Kosten für Steuerberaterlehrgang übernommen – Arbeitnehmer weg

Heute etwas aus der Rubrik „Vertrauen ist gut, Vertrag ist besser.“ Es geht um eine Steuerberaterkanzlei, die einer Mitarbeiterin den teuren Steuerberaterlehrgang bezahlt hat, jene aber anschließend die Kanzlei verlassen hat, ohne die Lehrgansgebühren an den Ex-Arbeitgeber zurückzuzahlen. Wir können natürlich nur raten, was der Grund für dies Haltung war. Hat sich die Steuerkanzlei falsch verhalten? Konnte die Mitarbeiterin woanders mehr verdienen?

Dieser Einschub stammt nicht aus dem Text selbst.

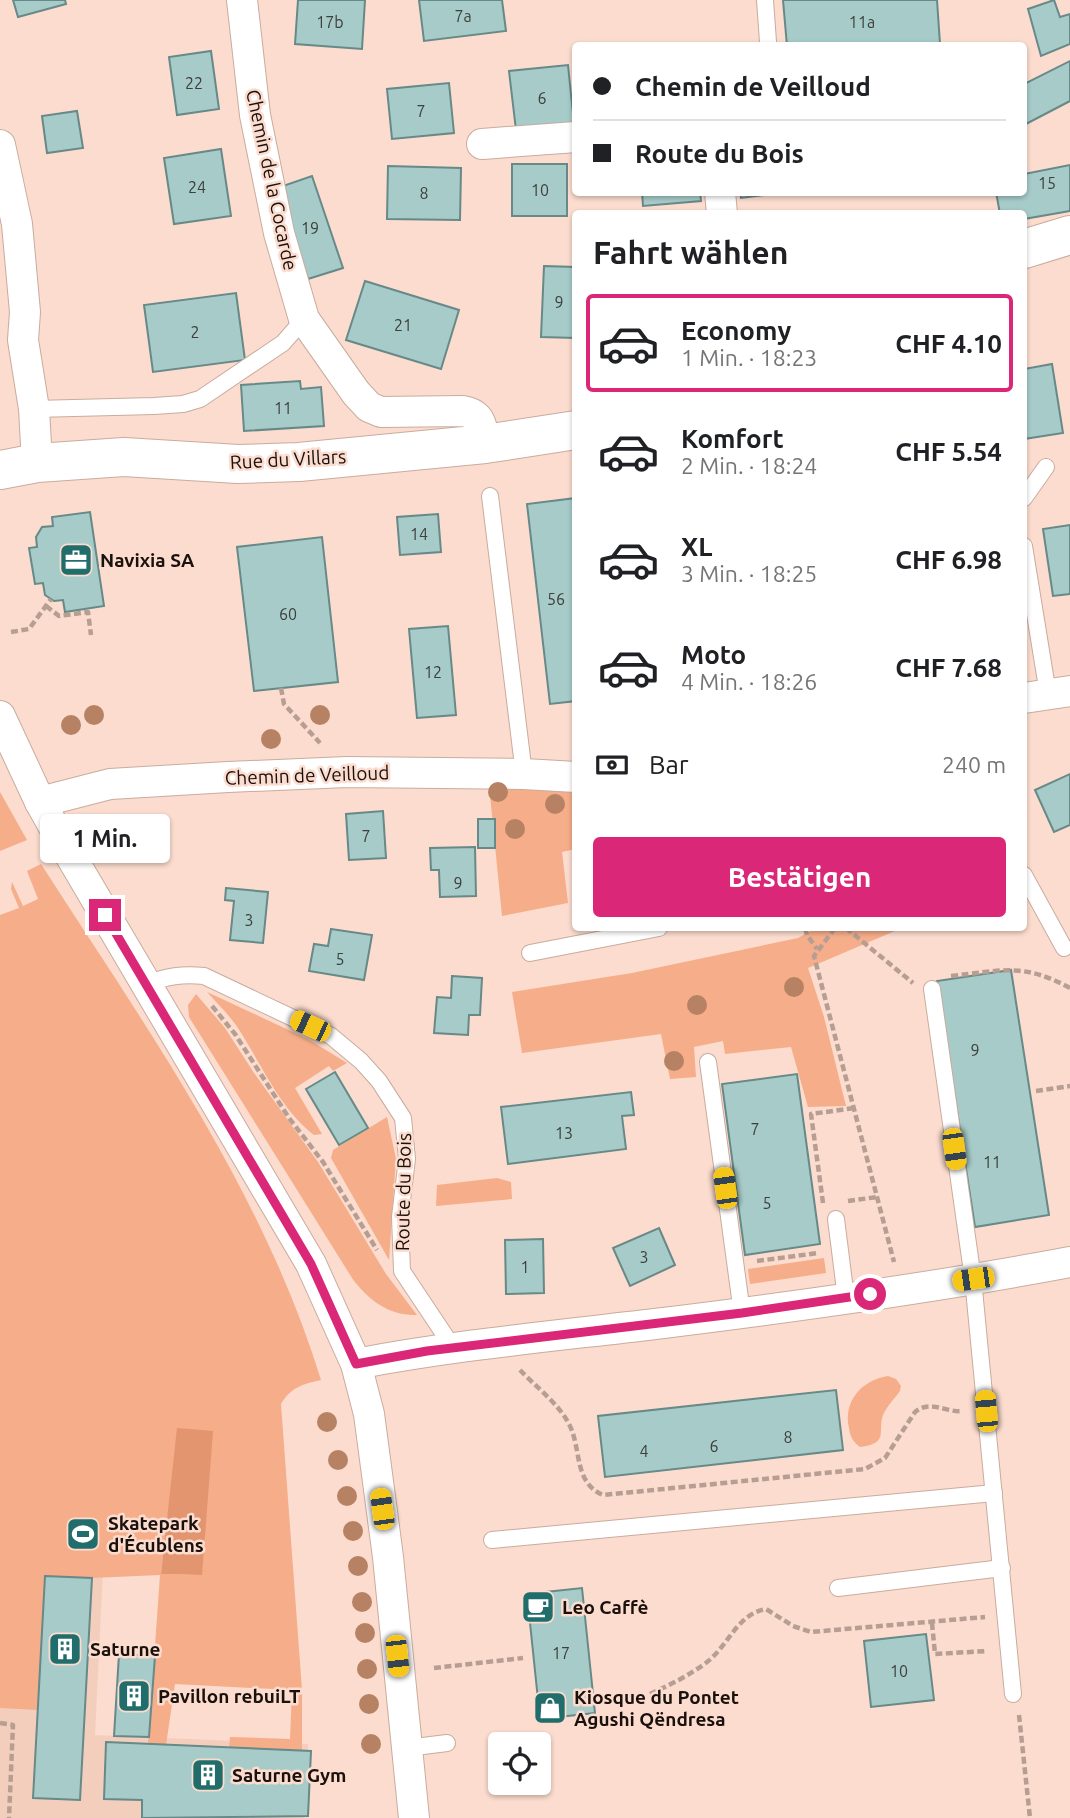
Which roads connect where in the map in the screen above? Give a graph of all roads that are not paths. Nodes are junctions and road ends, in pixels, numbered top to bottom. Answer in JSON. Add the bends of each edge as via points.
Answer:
{"nodes":[{"id":1,"x":242,"y":0,"type":"edge"},
{"id":2,"x":765,"y":0,"type":"edge"},
{"id":3,"x":768,"y":42,"type":"dead end"},
{"id":4,"x":572,"y":136,"type":"edge"},
{"id":5,"x":482,"y":144,"type":"dead end"},
{"id":6,"x":0,"y":145,"type":"edge"},
{"id":7,"x":1070,"y":235,"type":"edge"},
{"id":8,"x":1027,"y":248,"type":"edge"},
{"id":9,"x":304,"y":320,"type":"junction"},
{"id":10,"x":34,"y":409,"type":"junction"},
{"id":11,"x":572,"y":431,"type":"edge"},
{"id":12,"x":485,"y":444,"type":"junction"},
{"id":13,"x":37,"y":463,"type":"junction"},
{"id":14,"x":1046,"y":467,"type":"dead end"},
{"id":15,"x":0,"y":470,"type":"edge"},
{"id":16,"x":1027,"y":494,"type":"edge"},
{"id":17,"x":490,"y":496,"type":"dead end"},
{"id":18,"x":1027,"y":565,"type":"edge"},
{"id":19,"x":1047,"y":695,"type":"edge"},
{"id":20,"x":0,"y":716,"type":"edge"},
{"id":21,"x":524,"y":774,"type":"junction"},
{"id":22,"x":572,"y":777,"type":"edge"},
{"id":23,"x":40,"y":802,"type":"junction"},
{"id":24,"x":1027,"y":880,"type":"edge"},
{"id":25,"x":644,"y":931,"type":"edge"},
{"id":26,"x":1064,"y":948,"type":"dead end"},
{"id":27,"x":530,"y":953,"type":"dead end"},
{"id":28,"x":147,"y":984,"type":"junction"},
{"id":29,"x":932,"y":989,"type":"road end"},
{"id":30,"x":708,"y":1062,"type":"dead end"},
{"id":31,"x":836,"y":1219,"type":"road end"},
{"id":32,"x":1070,"y":1262,"type":"edge"},
{"id":33,"x":973,"y":1279,"type":"junction"},
{"id":34,"x":846,"y":1298,"type":"junction"},
{"id":35,"x":742,"y":1313,"type":"junction"},
{"id":36,"x":454,"y":1349,"type":"junction"},
{"id":37,"x":356,"y":1364,"type":"junction"},
{"id":38,"x":994,"y":1493,"type":"junction"},
{"id":39,"x":492,"y":1540,"type":"dead end"},
{"id":40,"x":1002,"y":1568,"type":"junction"},
{"id":41,"x":838,"y":1588,"type":"dead end"},
{"id":42,"x":1013,"y":1694,"type":"road end"},
{"id":43,"x":447,"y":1743,"type":"dead end"},
{"id":44,"x":407,"y":1748,"type":"junction"},
{"id":45,"x":414,"y":1818,"type":"edge"}],
"edges":[{"from":1,"to":9,"type":"street","name":"Chemin de la Cocarde","via":[[255,115],[279,233]]},
{"from":2,"to":3,"type":"lane"},
{"from":4,"to":5,"type":"street"},
{"from":6,"to":10,"type":"street","via":[[17,224],[23,340]]},
{"from":7,"to":8,"type":"main road"},
{"from":9,"to":10,"type":"lane","via":[[283,343],[200,400],[154,406]]},
{"from":9,"to":12,"type":"street","name":"Chemin de la Cocarde","via":[[369,407],[381,412],[472,413],[481,422]]},
{"from":10,"to":13,"type":"street"},
{"from":11,"to":12,"type":"main road","name":"Rue du Villars"},
{"from":12,"to":13,"type":"main road","name":"Rue du Villars","via":[[287,462],[238,464],[124,457]]},
{"from":13,"to":15,"type":"main road","name":"Rue du Villars"},
{"from":14,"to":16,"type":"lane"},
{"from":17,"to":21,"type":"lane"},
{"from":18,"to":19,"type":"lane"},
{"from":20,"to":23,"type":"street"},
{"from":21,"to":22,"type":"street","name":"Chemin de Veilloud"},
{"from":21,"to":23,"type":"street","name":"Chemin de Veilloud","via":[[347,772],[228,777],[110,784]]},
{"from":23,"to":28,"type":"street"},
{"from":24,"to":26,"type":"lane"},
{"from":25,"to":27,"type":"lane"},
{"from":28,"to":36,"type":"lane","name":"Route du Bois","via":[[168,976],[204,976],[331,1037],[379,1081],[403,1118],[407,1159],[400,1217],[402,1271]]},
{"from":28,"to":37,"type":"street","via":[[311,1264]]},
{"from":29,"to":33,"type":"lane"},
{"from":30,"to":35,"type":"lane"},
{"from":31,"to":34,"type":"lane"},
{"from":32,"to":33,"type":"street"},
{"from":33,"to":34,"type":"street"},
{"from":33,"to":38,"type":"lane"},
{"from":34,"to":35,"type":"street"},
{"from":35,"to":36,"type":"street"},
{"from":36,"to":37,"type":"street"},
{"from":37,"to":44,"type":"street","via":[[369,1414],[388,1557]]},
{"from":38,"to":39,"type":"lane"},
{"from":38,"to":40,"type":"lane"},
{"from":40,"to":41,"type":"lane"},
{"from":40,"to":42,"type":"lane"},
{"from":43,"to":44,"type":"lane"},
{"from":44,"to":45,"type":"street"}]}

Jedenfalls hat sie vor dem LAG Schleswig-Holstein einen Sieg errungen und muss die Kosten nicht erstatten, da eine eventuelle Rückzahlungsvereinbarung – wenn überhaupt – nur mündlich zustande gekommen und mangels Transparenz unwirksam sei (Urteil vom 21.8.2019, 3 Sa 67/19).

Der hier etwas verkürzte Sachverhalt: Die Kläger sind Partner einer Steuerberatungskanzlei. Die Beklagte war rund neun Jahre in der Kanzlei tätig. Während des Beschäftigungsverhältnisses hatte sie sich bereits zur Steuerfachwirtin weiterqualifiziert. Die Kosten für den Lehrgang hatten die Kläger getragen und auch nicht von der Beklagten zurückgefordert. Im Januar 2015 entschloss die Mitarbeiterin sich, entgeltliche Kurse bei einem privaten Anbieter zur Vorbereitung auf die Prüfung zur Steuerberaterin wahrzunehmen. Wegen der Finanzierung wurden mehrere Gespräche zwischen den Kanzleiinhabern und der Mitarbeiterin geführt.

Unstreitig wollten die Kläger die Fachkraft behalten und erklärten sich bereit, die Rechnungen des Schulungsinstituts zu bezahlen. Die Kanzlei verband dies stets sinngemäß mit dem Hinweis, die Beklagte solle aber nicht nach bestandener Steuerberaterprüfung ausscheiden. Das Wort „Rückzahlung“ fiel in diesem Zusammenhang offenbar nicht. Ebenso wenig wurde über Rückzahlungsmodalitäten gesprochen. Allerdings hätten die Kanzleiinhaber gesagt, dass man sich hierüber nach Ende des Lehrgangs einig werde. Für sie sei klar gewesen, dass eine Rückzahlungspflicht bestehen sollte. Eine schriftliche Vereinbarung trafen die Parteien nicht. Mit anderen Mitarbeiterinnen hatten die Kläger in der Vergangenheit indes Rückzahlungsvereinbarungen getroffen.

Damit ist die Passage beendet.